Downwind breathers, from West Long Beach to Downey, all the way to Pomona and Corona, may not notice or even know about this refinery, may not be aware of the specious argument for its necessity. But the ghastly products of those smokestacks rain down on their air supply, on their homes, gardens, streets, and open fields. What doesn't stick in their family's lungs gets washed into rivers and into the Ocean, a particularly nasty component of the recondite problem of "urban runoff".

No one warns those who live inland, who unknowingly bear the brunt of these nightly emissions from known polluters. But the costly effects are very real, from health-care costs shifted to the Taxpayer from the oil companies, to cleanup, environmental degradation, air quality, misery, discomfort, permanent lung damage, death that's quantified by the AQMD as "only" 25 per million per year, and other debits.

Is the insistence on burning gasoline in cars worth this obscene cost, this permanent scarring of kids lungs and the death of thousands?

More generally, the debris from Chinese coal-fired and other polluters is now being carried by the jet stream across the Pacific, landing not only in California but all over the world. It's only a matter of time before there's no place left to "dilute" it to.

Nor is the current re-fascination with nuclear power any solution. Pollution from the Chernobyl disaster, and from other nuclear plants and open-air nuke bombs, has spread all over the world, significantly raising background radiation and causing pockets of severe nuclear contamination. There's no safe nuke except no nuke.

It wouldn't be so outrageous and inherently evil if there were no alternative to coal, petroleum and/or nuke power.

But it's clearly demonstrable that mere rooftop solar electric power could generate all our current domestic electric demand, as well as generate enough excess electric to power all of our cars and move cargo containers if it were done by electric motors.

Want proof? The numbers are easy to work out, showing theoretically how it can be done.

In a practical vein, to demonstrate, just look at any of those homes in the Los Angeles area who have plug-in cars and rooftop solar power.

Our own roof, covered only about 30% with low-efficiency solar panels, generates about all the electric to power two Toyota RAV4-EV plug-in Electric cars more than 20,000 miles per year, plus all our domestic electric power.

20,000 miles in a RAV4-EV (small SUV) takes 4,000 kWh of electric power, about 350 kWh per month, which is only a fraction of our actual production. The grid needs power in the daytime, so we "sell" our excess electric to the grid during the day, and usually charge slowly off-peak, when electric costs less. This enables us to be of service to the grid, lowering the daytime peak and raising the nightly need to shut down big generators, since they can "sell" the power for charging cars at night.

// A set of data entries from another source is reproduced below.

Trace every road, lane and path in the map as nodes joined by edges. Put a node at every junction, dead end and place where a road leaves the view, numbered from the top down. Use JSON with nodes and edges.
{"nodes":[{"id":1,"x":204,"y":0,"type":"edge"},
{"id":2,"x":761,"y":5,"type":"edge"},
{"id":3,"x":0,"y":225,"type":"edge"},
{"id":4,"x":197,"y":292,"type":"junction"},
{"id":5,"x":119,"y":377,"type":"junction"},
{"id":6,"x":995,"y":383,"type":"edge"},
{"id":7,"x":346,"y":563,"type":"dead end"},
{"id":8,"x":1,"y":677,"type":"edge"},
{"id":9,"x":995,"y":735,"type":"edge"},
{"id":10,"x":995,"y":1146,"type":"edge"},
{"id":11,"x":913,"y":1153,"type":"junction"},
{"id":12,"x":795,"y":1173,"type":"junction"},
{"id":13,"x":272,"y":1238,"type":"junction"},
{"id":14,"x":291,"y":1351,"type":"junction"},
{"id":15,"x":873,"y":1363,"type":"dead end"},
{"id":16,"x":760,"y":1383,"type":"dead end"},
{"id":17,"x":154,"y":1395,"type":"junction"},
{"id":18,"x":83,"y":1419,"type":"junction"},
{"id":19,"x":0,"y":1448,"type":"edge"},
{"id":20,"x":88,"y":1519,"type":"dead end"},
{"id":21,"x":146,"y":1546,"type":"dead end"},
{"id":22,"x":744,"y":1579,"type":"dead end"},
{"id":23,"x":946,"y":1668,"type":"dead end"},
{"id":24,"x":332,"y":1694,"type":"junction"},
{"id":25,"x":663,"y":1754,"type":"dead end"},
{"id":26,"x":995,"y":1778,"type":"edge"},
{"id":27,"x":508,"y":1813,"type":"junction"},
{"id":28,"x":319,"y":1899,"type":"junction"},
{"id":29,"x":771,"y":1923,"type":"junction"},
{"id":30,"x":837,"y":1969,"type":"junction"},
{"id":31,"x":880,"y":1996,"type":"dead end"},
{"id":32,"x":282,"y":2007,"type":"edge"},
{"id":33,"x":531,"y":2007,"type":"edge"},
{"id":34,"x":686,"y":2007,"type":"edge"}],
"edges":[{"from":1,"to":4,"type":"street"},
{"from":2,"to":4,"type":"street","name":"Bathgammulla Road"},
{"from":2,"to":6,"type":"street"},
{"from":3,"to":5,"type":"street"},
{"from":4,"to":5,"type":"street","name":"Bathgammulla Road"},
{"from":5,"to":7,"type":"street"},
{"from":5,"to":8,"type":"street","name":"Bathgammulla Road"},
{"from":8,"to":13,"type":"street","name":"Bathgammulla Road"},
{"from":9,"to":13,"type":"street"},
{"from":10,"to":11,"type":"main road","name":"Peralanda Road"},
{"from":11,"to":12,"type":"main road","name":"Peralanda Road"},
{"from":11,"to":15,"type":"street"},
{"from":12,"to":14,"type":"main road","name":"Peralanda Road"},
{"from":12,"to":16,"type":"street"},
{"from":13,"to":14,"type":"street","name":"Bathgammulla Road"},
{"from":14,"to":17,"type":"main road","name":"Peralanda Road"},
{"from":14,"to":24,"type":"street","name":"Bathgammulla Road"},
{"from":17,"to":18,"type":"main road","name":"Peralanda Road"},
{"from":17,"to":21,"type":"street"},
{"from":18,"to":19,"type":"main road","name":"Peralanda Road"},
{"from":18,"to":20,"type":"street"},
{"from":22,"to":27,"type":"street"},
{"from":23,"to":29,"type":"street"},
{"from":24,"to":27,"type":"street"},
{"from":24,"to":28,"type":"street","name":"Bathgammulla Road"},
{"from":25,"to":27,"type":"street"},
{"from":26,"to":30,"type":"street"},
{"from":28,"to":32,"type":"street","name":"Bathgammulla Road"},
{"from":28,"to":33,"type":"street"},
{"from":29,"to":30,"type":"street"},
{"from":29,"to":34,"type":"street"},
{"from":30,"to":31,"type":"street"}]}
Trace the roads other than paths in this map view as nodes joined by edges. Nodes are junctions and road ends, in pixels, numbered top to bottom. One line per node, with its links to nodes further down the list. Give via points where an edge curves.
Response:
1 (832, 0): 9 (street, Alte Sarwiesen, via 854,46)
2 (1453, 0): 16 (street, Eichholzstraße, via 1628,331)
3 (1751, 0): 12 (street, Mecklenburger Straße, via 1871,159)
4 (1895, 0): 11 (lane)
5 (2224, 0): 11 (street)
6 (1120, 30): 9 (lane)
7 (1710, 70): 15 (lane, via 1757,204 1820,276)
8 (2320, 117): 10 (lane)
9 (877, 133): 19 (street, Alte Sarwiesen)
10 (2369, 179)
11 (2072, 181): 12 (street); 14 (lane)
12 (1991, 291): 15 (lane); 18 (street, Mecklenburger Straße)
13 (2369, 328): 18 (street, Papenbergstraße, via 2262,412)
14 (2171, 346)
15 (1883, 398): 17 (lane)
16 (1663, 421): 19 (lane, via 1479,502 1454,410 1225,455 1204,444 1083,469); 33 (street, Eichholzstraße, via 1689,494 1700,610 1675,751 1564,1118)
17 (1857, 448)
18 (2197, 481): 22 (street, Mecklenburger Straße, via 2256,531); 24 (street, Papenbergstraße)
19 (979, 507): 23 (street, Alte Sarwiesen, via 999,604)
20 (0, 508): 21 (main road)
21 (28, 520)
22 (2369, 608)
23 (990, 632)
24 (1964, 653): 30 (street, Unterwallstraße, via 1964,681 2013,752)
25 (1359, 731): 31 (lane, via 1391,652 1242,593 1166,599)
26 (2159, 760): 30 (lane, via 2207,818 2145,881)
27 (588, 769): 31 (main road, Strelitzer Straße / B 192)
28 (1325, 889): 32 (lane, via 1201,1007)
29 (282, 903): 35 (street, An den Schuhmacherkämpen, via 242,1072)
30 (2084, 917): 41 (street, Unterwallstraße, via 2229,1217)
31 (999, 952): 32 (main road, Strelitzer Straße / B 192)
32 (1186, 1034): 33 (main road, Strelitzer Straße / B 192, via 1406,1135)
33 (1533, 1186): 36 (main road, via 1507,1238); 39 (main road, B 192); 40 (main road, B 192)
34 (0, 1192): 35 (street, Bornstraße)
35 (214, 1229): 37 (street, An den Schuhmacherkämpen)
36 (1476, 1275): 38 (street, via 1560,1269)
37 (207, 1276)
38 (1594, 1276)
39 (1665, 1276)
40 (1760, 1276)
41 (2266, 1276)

So in fact, our EV-PV household actually helps the grid while enabling us to drive free of pollution -- and to use our money to pay off our solar system instead of spending it at the Chevron station to power the pollution of their refineries.

Why not others?

If plug-in cars were for sale, any homeowner could buy one, and the savings from not buying gasoline would allow financing a rooftop solar system. That's why Chevron worked so hard to make sure that you don't have the choice of purchasing a plug-in car.